[Your objective] Pick every line from the data below that contains the string "Beltrán" and copy it.

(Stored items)
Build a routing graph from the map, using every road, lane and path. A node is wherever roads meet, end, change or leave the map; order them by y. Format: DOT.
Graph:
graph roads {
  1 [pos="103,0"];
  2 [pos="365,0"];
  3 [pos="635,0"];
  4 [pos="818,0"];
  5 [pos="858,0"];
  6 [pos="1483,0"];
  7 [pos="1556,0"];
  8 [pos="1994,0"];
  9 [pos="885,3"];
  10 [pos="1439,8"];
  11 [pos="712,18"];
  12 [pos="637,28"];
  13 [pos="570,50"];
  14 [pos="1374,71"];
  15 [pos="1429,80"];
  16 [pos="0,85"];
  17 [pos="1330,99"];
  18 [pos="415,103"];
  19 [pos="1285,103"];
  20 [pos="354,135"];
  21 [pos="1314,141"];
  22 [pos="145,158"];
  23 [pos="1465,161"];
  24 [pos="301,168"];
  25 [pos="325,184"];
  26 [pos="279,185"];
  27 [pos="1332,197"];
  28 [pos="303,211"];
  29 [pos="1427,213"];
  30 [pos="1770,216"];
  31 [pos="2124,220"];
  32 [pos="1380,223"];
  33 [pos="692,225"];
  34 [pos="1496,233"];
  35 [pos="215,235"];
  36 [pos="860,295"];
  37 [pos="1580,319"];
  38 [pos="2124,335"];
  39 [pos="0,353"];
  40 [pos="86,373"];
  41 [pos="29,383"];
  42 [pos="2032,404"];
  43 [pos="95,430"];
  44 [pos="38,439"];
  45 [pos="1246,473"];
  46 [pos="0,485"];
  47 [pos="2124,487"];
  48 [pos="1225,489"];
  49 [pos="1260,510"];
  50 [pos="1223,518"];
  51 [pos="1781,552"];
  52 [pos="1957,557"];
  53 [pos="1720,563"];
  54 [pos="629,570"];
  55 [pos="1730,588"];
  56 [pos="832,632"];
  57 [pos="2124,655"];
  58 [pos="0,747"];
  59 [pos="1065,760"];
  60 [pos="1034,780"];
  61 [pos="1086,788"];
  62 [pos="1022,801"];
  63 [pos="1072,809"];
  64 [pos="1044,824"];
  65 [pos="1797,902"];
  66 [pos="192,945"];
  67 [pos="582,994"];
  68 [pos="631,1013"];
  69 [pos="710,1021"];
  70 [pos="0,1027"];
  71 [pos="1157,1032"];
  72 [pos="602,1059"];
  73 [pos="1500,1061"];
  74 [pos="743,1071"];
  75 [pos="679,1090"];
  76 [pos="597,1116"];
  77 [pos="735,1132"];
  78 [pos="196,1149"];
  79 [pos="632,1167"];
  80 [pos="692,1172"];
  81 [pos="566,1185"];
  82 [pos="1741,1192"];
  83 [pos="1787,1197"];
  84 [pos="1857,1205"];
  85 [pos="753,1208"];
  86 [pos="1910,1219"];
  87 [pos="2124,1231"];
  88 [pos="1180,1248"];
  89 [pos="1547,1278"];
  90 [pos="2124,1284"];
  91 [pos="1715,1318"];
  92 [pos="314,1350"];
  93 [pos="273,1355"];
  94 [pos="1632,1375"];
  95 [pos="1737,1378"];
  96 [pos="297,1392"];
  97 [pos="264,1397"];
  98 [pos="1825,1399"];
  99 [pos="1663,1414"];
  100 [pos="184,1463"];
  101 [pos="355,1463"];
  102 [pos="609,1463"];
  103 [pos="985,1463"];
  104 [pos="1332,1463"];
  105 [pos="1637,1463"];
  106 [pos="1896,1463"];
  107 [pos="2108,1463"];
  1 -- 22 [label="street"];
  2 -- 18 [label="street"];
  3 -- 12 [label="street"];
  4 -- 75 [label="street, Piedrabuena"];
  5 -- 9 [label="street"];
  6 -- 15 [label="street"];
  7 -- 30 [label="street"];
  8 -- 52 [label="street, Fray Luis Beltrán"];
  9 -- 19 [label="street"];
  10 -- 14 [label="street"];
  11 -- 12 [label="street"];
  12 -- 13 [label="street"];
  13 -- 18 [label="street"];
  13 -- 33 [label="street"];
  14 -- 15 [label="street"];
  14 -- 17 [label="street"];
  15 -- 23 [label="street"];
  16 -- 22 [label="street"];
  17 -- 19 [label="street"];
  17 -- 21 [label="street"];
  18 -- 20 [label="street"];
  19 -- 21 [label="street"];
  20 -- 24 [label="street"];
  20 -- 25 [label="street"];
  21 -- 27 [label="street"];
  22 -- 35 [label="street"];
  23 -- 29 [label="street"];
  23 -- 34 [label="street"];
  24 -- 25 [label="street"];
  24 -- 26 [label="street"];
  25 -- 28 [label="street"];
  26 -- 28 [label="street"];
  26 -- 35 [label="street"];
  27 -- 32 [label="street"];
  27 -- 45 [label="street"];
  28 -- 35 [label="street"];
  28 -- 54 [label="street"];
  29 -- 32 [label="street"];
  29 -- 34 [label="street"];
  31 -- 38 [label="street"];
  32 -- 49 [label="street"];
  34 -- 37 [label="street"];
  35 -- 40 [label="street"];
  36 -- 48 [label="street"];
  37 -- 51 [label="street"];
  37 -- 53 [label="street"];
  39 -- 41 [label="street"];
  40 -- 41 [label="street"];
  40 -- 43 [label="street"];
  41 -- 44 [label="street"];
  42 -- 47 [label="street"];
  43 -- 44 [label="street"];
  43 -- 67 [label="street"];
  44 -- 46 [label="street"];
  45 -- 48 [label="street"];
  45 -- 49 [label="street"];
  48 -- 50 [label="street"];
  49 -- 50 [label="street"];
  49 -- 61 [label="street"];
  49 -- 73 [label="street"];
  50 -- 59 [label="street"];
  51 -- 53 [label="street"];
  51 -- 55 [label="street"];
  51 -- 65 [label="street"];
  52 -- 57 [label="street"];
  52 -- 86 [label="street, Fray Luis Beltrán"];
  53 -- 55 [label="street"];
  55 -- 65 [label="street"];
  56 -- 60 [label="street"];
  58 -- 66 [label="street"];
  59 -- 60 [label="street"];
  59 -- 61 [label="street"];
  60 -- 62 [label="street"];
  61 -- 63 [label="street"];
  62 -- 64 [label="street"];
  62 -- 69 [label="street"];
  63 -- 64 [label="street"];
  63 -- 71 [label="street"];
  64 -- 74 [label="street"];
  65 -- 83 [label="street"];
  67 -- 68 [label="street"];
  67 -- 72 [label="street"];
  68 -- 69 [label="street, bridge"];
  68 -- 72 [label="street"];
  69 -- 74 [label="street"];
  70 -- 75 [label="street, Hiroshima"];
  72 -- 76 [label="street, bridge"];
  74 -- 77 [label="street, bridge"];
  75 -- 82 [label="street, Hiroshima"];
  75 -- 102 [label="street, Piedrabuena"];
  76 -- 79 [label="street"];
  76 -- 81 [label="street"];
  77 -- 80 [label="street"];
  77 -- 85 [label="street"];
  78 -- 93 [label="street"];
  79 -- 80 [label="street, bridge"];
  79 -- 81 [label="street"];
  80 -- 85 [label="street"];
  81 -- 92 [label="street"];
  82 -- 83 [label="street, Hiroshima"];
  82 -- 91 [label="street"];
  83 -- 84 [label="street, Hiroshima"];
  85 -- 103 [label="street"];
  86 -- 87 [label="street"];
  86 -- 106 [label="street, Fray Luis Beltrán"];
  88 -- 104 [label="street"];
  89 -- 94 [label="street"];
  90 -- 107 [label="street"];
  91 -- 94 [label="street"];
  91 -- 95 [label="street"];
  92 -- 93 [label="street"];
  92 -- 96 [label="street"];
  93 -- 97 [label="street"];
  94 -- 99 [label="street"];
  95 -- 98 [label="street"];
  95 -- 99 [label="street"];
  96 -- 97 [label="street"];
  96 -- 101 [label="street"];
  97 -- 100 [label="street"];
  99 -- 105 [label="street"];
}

[Exercise result]
  8 -- 52 [label="street, Fray Luis Beltrán"];
  52 -- 86 [label="street, Fray Luis Beltrán"];
  86 -- 106 [label="street, Fray Luis Beltrán"];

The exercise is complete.